Nunn finished third in the World Senior Chess Championship (over-50 section) of 2014 in Katerini, Greece, second in the European Senior Chess Championship (over-50) of 2015 in Eretria, Greece, and first in the World Senior Chess Championship (over-65 section) in Assisi, Italy in 2022. He was the winner again in 2023, at Terrasini.

==Notable games==

- Jacob Øst-Hansen vs John Nunn, World Student Olympiad, Teesside 1974, Vienna Game, 0–1: the Frankenstein–Dracula Variation of the Vienna Game regularly provides swashbuckling play and Nunn's game with Jacob Øst-Hansen at Teesside 1974, was an example. The latter part of the game was played in a frantic time scramble, with Nunn sacrificing pieces to bring the enemy king into the open and deliver checkmate.

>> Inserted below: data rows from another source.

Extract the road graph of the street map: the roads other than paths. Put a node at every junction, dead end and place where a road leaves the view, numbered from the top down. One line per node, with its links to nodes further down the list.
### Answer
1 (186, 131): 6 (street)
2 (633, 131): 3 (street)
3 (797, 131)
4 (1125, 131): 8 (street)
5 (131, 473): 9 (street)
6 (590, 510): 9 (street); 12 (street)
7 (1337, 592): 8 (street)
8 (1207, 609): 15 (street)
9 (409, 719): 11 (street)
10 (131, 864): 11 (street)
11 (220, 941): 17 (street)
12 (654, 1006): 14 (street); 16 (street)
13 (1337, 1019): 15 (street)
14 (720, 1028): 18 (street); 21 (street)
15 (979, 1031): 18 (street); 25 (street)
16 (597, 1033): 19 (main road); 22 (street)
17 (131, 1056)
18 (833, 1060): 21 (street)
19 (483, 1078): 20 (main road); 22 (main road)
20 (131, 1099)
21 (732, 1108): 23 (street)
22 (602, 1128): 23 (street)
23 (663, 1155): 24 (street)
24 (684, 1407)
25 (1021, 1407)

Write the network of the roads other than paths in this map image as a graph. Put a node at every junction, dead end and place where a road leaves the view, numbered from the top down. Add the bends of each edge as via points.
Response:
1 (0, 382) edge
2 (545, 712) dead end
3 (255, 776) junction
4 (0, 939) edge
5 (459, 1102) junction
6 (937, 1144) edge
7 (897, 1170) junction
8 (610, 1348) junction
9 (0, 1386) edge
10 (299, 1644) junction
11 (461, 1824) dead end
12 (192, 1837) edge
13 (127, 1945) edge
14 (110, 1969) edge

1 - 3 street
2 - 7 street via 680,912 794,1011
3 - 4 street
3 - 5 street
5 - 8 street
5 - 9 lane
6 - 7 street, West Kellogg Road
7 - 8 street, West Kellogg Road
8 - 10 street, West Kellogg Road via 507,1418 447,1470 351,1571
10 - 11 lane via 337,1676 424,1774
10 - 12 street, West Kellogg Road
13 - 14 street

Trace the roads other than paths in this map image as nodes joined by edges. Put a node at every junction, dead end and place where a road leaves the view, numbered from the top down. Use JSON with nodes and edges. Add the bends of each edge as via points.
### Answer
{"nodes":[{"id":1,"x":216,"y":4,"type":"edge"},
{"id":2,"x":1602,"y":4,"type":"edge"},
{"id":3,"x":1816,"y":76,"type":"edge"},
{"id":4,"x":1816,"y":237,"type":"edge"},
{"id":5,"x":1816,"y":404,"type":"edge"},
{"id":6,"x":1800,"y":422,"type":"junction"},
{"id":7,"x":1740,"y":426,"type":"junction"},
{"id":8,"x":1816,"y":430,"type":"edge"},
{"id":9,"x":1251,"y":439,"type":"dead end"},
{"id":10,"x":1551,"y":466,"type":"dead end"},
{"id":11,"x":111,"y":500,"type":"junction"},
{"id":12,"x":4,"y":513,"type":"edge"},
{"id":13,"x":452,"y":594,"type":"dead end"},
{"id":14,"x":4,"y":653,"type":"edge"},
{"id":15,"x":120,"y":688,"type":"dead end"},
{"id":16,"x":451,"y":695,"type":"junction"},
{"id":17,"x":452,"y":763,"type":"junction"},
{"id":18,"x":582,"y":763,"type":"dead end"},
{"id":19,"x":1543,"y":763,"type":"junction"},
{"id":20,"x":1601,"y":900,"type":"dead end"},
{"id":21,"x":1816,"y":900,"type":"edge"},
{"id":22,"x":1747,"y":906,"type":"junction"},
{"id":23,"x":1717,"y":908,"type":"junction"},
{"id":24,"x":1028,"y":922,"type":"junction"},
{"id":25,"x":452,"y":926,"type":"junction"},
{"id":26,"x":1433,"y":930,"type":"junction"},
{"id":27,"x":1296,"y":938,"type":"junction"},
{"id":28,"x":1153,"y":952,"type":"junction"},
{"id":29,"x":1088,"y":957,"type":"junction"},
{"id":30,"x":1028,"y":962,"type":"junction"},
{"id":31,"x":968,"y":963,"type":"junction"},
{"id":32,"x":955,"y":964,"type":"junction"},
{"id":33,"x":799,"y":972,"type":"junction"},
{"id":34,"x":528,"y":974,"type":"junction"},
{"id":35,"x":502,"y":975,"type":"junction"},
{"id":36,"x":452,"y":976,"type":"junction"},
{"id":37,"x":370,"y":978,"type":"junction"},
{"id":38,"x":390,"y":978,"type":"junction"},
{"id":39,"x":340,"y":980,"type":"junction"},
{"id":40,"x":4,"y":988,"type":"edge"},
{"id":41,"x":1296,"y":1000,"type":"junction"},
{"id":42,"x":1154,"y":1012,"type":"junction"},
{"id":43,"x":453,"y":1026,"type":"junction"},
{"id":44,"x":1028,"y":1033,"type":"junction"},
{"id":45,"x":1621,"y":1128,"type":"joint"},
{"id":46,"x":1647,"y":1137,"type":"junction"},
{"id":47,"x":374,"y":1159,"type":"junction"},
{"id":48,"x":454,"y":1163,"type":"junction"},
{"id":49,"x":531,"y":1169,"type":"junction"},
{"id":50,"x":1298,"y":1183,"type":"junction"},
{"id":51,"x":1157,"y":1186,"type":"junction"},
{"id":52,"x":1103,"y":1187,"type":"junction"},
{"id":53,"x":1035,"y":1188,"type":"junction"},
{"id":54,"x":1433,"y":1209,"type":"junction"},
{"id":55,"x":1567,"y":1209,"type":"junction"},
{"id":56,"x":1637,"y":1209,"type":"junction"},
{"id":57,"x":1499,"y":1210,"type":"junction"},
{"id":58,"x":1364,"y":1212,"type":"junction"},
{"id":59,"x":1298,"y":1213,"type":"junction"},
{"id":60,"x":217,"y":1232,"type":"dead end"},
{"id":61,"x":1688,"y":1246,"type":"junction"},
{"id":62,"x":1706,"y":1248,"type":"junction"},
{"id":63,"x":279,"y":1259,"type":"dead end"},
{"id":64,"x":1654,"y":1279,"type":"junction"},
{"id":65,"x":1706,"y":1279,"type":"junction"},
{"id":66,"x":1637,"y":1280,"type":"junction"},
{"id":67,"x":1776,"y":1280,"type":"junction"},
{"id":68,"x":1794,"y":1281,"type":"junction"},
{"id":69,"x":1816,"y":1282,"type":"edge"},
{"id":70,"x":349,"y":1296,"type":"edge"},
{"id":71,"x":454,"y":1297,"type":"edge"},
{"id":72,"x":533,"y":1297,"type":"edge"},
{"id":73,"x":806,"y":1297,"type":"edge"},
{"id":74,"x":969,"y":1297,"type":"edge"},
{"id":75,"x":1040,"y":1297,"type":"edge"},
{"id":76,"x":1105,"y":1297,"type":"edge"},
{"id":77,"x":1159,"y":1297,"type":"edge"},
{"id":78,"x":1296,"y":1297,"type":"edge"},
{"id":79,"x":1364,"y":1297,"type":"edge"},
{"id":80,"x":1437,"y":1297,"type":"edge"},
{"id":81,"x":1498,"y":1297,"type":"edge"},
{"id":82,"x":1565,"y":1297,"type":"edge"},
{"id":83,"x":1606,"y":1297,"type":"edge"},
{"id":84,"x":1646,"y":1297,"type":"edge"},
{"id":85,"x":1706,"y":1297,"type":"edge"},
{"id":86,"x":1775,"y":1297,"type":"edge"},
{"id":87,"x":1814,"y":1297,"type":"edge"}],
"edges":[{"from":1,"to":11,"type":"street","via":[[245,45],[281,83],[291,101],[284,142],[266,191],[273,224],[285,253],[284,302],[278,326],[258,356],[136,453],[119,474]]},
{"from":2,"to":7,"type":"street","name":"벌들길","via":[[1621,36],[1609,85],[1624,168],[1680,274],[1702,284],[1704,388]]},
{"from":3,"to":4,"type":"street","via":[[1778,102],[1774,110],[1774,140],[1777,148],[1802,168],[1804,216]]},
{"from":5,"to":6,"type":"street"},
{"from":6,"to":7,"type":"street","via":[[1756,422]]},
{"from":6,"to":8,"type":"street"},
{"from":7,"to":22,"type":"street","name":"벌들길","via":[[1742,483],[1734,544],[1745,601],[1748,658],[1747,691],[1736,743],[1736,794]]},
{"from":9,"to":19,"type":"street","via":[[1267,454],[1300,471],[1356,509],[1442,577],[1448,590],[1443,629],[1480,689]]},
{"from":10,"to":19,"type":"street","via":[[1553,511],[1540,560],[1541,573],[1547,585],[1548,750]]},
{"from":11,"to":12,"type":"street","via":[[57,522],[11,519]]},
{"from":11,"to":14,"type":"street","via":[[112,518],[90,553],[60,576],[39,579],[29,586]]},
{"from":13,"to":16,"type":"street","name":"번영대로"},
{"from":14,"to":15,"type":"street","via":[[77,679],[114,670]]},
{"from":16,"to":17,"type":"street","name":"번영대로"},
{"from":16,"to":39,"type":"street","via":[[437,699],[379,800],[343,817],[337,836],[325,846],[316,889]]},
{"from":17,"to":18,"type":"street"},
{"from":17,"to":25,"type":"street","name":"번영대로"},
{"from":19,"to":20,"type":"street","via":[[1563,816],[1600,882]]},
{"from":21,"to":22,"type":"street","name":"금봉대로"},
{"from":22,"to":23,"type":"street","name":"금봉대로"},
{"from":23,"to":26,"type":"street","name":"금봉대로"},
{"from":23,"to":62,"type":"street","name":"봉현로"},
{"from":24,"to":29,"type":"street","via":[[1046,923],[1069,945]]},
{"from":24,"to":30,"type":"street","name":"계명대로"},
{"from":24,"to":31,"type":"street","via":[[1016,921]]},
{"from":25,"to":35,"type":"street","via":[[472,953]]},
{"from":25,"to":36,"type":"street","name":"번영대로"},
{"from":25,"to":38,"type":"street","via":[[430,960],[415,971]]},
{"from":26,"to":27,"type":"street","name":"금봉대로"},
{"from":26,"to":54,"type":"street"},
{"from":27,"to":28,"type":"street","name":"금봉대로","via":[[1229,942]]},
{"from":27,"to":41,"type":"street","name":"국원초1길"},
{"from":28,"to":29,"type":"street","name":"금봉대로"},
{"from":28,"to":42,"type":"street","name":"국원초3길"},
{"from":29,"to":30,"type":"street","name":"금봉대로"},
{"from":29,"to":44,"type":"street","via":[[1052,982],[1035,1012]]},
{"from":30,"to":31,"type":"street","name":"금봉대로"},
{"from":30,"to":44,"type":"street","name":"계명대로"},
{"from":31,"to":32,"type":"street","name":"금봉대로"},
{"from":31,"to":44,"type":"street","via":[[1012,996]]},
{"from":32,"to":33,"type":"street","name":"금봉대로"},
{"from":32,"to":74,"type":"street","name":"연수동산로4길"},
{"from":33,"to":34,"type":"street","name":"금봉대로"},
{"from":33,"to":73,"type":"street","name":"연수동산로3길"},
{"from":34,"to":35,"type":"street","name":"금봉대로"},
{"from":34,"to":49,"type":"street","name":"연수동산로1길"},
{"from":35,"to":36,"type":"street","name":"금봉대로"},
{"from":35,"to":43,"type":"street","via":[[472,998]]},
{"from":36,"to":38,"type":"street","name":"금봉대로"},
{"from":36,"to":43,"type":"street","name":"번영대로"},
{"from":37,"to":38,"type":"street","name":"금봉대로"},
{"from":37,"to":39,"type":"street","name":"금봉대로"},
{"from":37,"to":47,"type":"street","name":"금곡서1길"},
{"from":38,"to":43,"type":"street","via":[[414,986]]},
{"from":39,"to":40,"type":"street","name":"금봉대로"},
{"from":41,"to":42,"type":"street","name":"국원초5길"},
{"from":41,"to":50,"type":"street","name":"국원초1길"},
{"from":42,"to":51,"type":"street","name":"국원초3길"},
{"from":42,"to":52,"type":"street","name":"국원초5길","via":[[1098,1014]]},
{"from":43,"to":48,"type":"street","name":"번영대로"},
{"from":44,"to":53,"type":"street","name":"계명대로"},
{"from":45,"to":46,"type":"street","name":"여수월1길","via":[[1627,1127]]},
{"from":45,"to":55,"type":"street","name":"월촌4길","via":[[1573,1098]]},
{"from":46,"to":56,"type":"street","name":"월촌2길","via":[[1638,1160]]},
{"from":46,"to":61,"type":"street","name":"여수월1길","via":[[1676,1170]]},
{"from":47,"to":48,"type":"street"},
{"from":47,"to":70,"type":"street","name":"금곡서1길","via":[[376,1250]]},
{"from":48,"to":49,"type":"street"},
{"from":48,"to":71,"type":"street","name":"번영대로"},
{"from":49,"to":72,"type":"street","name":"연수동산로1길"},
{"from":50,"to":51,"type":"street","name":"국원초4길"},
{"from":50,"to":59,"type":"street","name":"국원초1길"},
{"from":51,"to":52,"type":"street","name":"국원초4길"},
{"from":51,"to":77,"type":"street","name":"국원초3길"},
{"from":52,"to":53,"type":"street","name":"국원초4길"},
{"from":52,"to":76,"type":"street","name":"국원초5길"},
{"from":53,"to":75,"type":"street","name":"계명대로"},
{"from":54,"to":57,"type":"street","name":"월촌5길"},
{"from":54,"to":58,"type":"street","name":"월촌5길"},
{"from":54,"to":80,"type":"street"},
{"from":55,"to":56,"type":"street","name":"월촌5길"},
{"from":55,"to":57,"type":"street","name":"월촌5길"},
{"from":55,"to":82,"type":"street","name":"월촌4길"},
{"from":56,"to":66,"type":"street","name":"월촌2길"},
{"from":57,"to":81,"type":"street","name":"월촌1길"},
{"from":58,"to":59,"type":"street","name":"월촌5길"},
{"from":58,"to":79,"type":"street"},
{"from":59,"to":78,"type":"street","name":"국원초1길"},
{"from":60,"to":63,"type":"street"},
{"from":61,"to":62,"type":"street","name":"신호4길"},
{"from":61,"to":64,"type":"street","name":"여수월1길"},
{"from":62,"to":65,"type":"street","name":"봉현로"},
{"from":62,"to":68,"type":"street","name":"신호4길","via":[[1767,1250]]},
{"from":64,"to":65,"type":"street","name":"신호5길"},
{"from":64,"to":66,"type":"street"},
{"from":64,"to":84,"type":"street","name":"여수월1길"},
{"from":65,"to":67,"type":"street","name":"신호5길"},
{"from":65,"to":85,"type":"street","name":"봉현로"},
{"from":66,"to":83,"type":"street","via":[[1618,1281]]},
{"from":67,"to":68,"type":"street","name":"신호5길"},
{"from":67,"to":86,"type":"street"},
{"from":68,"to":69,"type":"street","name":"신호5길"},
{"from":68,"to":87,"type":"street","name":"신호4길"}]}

- Alexander Beliavsky vs John Nunn 1985, Wijk Aan Zee 1985, King's Indian, Samisch Variation, 0–1: this game is sometimes referred to as "Nunn's Immortal", and was included in the book The Mammoth Book Of The World's Greatest Chess Games (Robinson Publishing, 2010). In his book Winning Chess Brilliancies, Yasser Seirawan called this game the best of the 1980s.

==Books==

- John Nunn's Chess Course (2014), Gambit Publications. ISBN 1-906454-82-5.
- 1001 Deadly Checkmates (2011), Gambit Publications. ISBN 1-906454-25-6.
- Understanding Chess Middlegames (2011), Gambit Publications. ISBN 1-906454-27-2.
- Nunn's Chess Endings, volume 1 (2010), Gambit Publications. ISBN 978-1-906454-21-0.
- Nunn's Chess Endings, volume 2 (2010), Gambit Publications. ISBN 978-1-906454-23-4.
- Understanding Chess Endgames (2009), Gambit Publications. ISBN 978-1-906454-11-1
- Grandmaster Chess Move by Move (2005), Gambit Publications. ISBN 1-904600-34-4.
- Learn Chess Tactics (2004), Gambit Publications. ISBN 1-901983-98-6.
- Mammoth Book of the World's Greatest Chess Games (2004, with Graham Burgess and John Emms), Carroll & Graf. ISBN 0-7867-1411-5.
- Endgame Challenge (2002), Gambit Publications. ISBN 1-901983-83-8.
- Understanding Chess Move by Move (2001), Gambit Publications. ISBN 1-901983-41-2.
- Secrets of Minor-Piece Endings (2001), Rowman Littlefield. ISBN 0-7134-7727-X.
- John Nunn's Best Games (2001), Batsford. ISBN 0-7134-7726-1.
- Learn Chess (2000), Gambit Publications. ISBN 1-901983-30-7.
- 101 Brilliant Chess Miniatures (2000), Gambit Publications. ISBN 1-901983-16-1.
- Nunn's Chess Openings (1999), with Joe Gallagher, John Emms, and Graham Burgess, Everyman Chess. ISBN 1-85744-221-0.
- John Nunn's Chess Puzzle Book (1999), Gambit Publications. ISBN 1-901983-08-0.
- Complete Najdorf: Modern Lines (1999), Sterling Pub Co Inc. ISBN 0-7134-8218-4.
- Secrets of Practical Chess (1998), Gambit Publications. ISBN 1-901983-01-3. Second edition 2007, ISBN 978-1-904600-70-1.
- The Complete Najdorf 6. Bg5 (1997), International Chess Enterprises. ISBN 1-879479-45-1.
- Secrets of Grandmaster Chess (1997), International Chess Enterprises. ISBN 1-879479-54-0.
- The King-Hunt (1996, with William Cozens), Batsford. ISBN 0-7134-7945-0.
- Beating the Sicilian 3 (1995, with Joe Gallagher), Henry Holt & Co. ISBN 0-8050-4227-X.
- Secrets of Pawnless Endings (1994, 2002), Gambit Publications. ISBN 1-901983-65-X.
- New Ideas in the Pirc Defence (1993), Batsford. ISBN 0-7134-7237-5.
- Secrets of Rook Endings (1992, 1999), Gambit Publications. ISBN 1-901983-18-8.
- The Complete Pirc (1989), Batsford. ISBN 0-7134-5389-3.
- Solving in Style (1985 Batsford) then (2002), Gambit Publications. ISBN 1-901983-66-8.
- The Benoni for the Tournament Player (1982), Batsford. ISBN 9780713435283.
- Tactical Chess Endings (1981), Batsford. ISBN 0-7134-5937-9.

==Personal life==
Nunn is married to Petra Fink-Nunn, a German chess player with the title Woman FIDE Master. They have a son, Michael.

===Astronomy===
Coincident with a reduction in his over-the-board chess, Nunn has developed a passion for astronomy, a hobby he shares with ex-world chess champion Viswanathan Anand. Nunn has various articles and lectures published in Chessbase News.